# [Exercise]
Each record below must be written out exactly as given.

# [Input material]
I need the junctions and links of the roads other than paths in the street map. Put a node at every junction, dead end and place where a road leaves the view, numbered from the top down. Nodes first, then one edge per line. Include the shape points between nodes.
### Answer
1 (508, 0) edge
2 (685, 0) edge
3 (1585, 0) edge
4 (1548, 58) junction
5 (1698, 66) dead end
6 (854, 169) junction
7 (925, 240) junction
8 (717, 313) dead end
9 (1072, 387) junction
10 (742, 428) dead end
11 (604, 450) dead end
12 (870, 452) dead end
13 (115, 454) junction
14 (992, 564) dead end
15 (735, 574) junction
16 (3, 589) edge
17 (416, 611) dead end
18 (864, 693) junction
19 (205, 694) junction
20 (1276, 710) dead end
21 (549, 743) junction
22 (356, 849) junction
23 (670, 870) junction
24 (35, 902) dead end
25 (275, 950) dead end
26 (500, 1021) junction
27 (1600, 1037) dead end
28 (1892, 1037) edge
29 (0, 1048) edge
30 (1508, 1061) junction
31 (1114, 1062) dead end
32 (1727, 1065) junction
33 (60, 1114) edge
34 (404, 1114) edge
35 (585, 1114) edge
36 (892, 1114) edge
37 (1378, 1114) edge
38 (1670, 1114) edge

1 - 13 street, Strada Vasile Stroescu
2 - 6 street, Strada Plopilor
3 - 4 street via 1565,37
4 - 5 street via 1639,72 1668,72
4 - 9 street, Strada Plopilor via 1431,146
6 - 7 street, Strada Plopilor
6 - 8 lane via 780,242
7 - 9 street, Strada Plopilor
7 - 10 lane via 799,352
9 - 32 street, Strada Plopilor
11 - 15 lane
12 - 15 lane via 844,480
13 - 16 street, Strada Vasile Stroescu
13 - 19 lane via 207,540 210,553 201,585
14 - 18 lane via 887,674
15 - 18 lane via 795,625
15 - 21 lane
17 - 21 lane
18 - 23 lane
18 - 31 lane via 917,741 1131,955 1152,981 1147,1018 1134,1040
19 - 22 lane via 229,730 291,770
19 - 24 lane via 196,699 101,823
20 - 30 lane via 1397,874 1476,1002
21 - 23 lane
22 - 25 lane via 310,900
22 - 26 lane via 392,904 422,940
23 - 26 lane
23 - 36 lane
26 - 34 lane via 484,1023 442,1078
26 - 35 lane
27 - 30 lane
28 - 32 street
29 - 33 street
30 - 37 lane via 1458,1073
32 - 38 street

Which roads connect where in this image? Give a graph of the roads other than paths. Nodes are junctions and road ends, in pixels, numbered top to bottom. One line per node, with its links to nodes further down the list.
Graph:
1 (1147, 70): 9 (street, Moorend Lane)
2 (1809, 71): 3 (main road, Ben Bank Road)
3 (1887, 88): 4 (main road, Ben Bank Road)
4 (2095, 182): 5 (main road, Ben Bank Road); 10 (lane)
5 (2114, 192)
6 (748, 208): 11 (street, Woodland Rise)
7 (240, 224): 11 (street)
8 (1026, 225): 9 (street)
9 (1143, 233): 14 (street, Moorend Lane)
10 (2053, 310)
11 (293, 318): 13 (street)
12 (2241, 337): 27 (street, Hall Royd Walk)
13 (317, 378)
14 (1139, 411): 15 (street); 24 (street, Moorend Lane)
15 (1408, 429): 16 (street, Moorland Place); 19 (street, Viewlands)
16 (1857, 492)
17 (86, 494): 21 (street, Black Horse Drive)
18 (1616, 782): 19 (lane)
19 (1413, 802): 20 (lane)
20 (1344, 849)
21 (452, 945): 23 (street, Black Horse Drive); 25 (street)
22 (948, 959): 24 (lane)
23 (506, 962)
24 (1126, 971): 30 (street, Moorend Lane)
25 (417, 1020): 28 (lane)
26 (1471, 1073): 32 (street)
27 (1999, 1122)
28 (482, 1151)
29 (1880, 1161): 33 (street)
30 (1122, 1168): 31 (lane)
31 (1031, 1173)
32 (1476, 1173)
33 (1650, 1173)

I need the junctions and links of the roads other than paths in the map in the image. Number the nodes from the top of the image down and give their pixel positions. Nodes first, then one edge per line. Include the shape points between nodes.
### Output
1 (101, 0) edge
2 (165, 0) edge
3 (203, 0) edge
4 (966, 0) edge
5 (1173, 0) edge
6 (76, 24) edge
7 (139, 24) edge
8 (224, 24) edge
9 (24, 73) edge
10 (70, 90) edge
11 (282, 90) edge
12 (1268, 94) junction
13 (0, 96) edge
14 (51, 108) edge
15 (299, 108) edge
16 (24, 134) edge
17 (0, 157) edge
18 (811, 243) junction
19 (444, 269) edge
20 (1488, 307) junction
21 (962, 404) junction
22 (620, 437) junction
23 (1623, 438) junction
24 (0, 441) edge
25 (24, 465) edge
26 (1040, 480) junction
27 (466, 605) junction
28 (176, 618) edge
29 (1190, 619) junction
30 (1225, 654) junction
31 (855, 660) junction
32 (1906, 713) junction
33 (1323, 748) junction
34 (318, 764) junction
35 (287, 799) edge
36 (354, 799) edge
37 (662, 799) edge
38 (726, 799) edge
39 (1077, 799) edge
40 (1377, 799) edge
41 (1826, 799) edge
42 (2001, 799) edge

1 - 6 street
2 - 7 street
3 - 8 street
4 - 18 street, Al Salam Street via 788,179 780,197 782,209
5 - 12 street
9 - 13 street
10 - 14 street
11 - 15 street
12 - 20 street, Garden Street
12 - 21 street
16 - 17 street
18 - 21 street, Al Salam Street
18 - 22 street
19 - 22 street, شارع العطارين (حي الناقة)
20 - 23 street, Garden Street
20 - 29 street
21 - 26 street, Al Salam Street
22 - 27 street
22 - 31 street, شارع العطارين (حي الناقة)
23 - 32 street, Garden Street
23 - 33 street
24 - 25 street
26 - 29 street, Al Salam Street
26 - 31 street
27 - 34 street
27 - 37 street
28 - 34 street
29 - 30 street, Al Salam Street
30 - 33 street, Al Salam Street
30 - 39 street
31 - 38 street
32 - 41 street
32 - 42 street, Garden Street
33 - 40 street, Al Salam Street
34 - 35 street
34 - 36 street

# [Answer to the exercise]
I need the junctions and links of the roads other than paths in the street map. Put a node at every junction, dead end and place where a road leaves the view, numbered from the top down. Nodes first, then one edge per line. Include the shape points between nodes.
### Answer
1 (508, 0) edge
2 (685, 0) edge
3 (1585, 0) edge
4 (1548, 58) junction
5 (1698, 66) dead end
6 (854, 169) junction
7 (925, 240) junction
8 (717, 313) dead end
9 (1072, 387) junction
10 (742, 428) dead end
11 (604, 450) dead end
12 (870, 452) dead end
13 (115, 454) junction
14 (992, 564) dead end
15 (735, 574) junction
16 (3, 589) edge
17 (416, 611) dead end
18 (864, 693) junction
19 (205, 694) junction
20 (1276, 710) dead end
21 (549, 743) junction
22 (356, 849) junction
23 (670, 870) junction
24 (35, 902) dead end
25 (275, 950) dead end
26 (500, 1021) junction
27 (1600, 1037) dead end
28 (1892, 1037) edge
29 (0, 1048) edge
30 (1508, 1061) junction
31 (1114, 1062) dead end
32 (1727, 1065) junction
33 (60, 1114) edge
34 (404, 1114) edge
35 (585, 1114) edge
36 (892, 1114) edge
37 (1378, 1114) edge
38 (1670, 1114) edge

1 - 13 street, Strada Vasile Stroescu
2 - 6 street, Strada Plopilor
3 - 4 street via 1565,37
4 - 5 street via 1639,72 1668,72
4 - 9 street, Strada Plopilor via 1431,146
6 - 7 street, Strada Plopilor
6 - 8 lane via 780,242
7 - 9 street, Strada Plopilor
7 - 10 lane via 799,352
9 - 32 street, Strada Plopilor
11 - 15 lane
12 - 15 lane via 844,480
13 - 16 street, Strada Vasile Stroescu
13 - 19 lane via 207,540 210,553 201,585
14 - 18 lane via 887,674
15 - 18 lane via 795,625
15 - 21 lane
17 - 21 lane
18 - 23 lane
18 - 31 lane via 917,741 1131,955 1152,981 1147,1018 1134,1040
19 - 22 lane via 229,730 291,770
19 - 24 lane via 196,699 101,823
20 - 30 lane via 1397,874 1476,1002
21 - 23 lane
22 - 25 lane via 310,900
22 - 26 lane via 392,904 422,940
23 - 26 lane
23 - 36 lane
26 - 34 lane via 484,1023 442,1078
26 - 35 lane
27 - 30 lane
28 - 32 street
29 - 33 street
30 - 37 lane via 1458,1073
32 - 38 street

Which roads connect where in this image? Give a graph of the roads other than paths. Nodes are junctions and road ends, in pixels, numbered top to bottom. One line per node, with its links to nodes further down the list.
Graph:
1 (1147, 70): 9 (street, Moorend Lane)
2 (1809, 71): 3 (main road, Ben Bank Road)
3 (1887, 88): 4 (main road, Ben Bank Road)
4 (2095, 182): 5 (main road, Ben Bank Road); 10 (lane)
5 (2114, 192)
6 (748, 208): 11 (street, Woodland Rise)
7 (240, 224): 11 (street)
8 (1026, 225): 9 (street)
9 (1143, 233): 14 (street, Moorend Lane)
10 (2053, 310)
11 (293, 318): 13 (street)
12 (2241, 337): 27 (street, Hall Royd Walk)
13 (317, 378)
14 (1139, 411): 15 (street); 24 (street, Moorend Lane)
15 (1408, 429): 16 (street, Moorland Place); 19 (street, Viewlands)
16 (1857, 492)
17 (86, 494): 21 (street, Black Horse Drive)
18 (1616, 782): 19 (lane)
19 (1413, 802): 20 (lane)
20 (1344, 849)
21 (452, 945): 23 (street, Black Horse Drive); 25 (street)
22 (948, 959): 24 (lane)
23 (506, 962)
24 (1126, 971): 30 (street, Moorend Lane)
25 (417, 1020): 28 (lane)
26 (1471, 1073): 32 (street)
27 (1999, 1122)
28 (482, 1151)
29 (1880, 1161): 33 (street)
30 (1122, 1168): 31 (lane)
31 (1031, 1173)
32 (1476, 1173)
33 (1650, 1173)

I need the junctions and links of the roads other than paths in the map in the image. Number the nodes from the top of the image down and give their pixel positions. Nodes first, then one edge per line. Include the shape points between nodes.
### Output
1 (101, 0) edge
2 (165, 0) edge
3 (203, 0) edge
4 (966, 0) edge
5 (1173, 0) edge
6 (76, 24) edge
7 (139, 24) edge
8 (224, 24) edge
9 (24, 73) edge
10 (70, 90) edge
11 (282, 90) edge
12 (1268, 94) junction
13 (0, 96) edge
14 (51, 108) edge
15 (299, 108) edge
16 (24, 134) edge
17 (0, 157) edge
18 (811, 243) junction
19 (444, 269) edge
20 (1488, 307) junction
21 (962, 404) junction
22 (620, 437) junction
23 (1623, 438) junction
24 (0, 441) edge
25 (24, 465) edge
26 (1040, 480) junction
27 (466, 605) junction
28 (176, 618) edge
29 (1190, 619) junction
30 (1225, 654) junction
31 (855, 660) junction
32 (1906, 713) junction
33 (1323, 748) junction
34 (318, 764) junction
35 (287, 799) edge
36 (354, 799) edge
37 (662, 799) edge
38 (726, 799) edge
39 (1077, 799) edge
40 (1377, 799) edge
41 (1826, 799) edge
42 (2001, 799) edge

1 - 6 street
2 - 7 street
3 - 8 street
4 - 18 street, Al Salam Street via 788,179 780,197 782,209
5 - 12 street
9 - 13 street
10 - 14 street
11 - 15 street
12 - 20 street, Garden Street
12 - 21 street
16 - 17 street
18 - 21 street, Al Salam Street
18 - 22 street
19 - 22 street, شارع العطارين (حي الناقة)
20 - 23 street, Garden Street
20 - 29 street
21 - 26 street, Al Salam Street
22 - 27 street
22 - 31 street, شارع العطارين (حي الناقة)
23 - 32 street, Garden Street
23 - 33 street
24 - 25 street
26 - 29 street, Al Salam Street
26 - 31 street
27 - 34 street
27 - 37 street
28 - 34 street
29 - 30 street, Al Salam Street
30 - 33 street, Al Salam Street
30 - 39 street
31 - 38 street
32 - 41 street
32 - 42 street, Garden Street
33 - 40 street, Al Salam Street
34 - 35 street
34 - 36 street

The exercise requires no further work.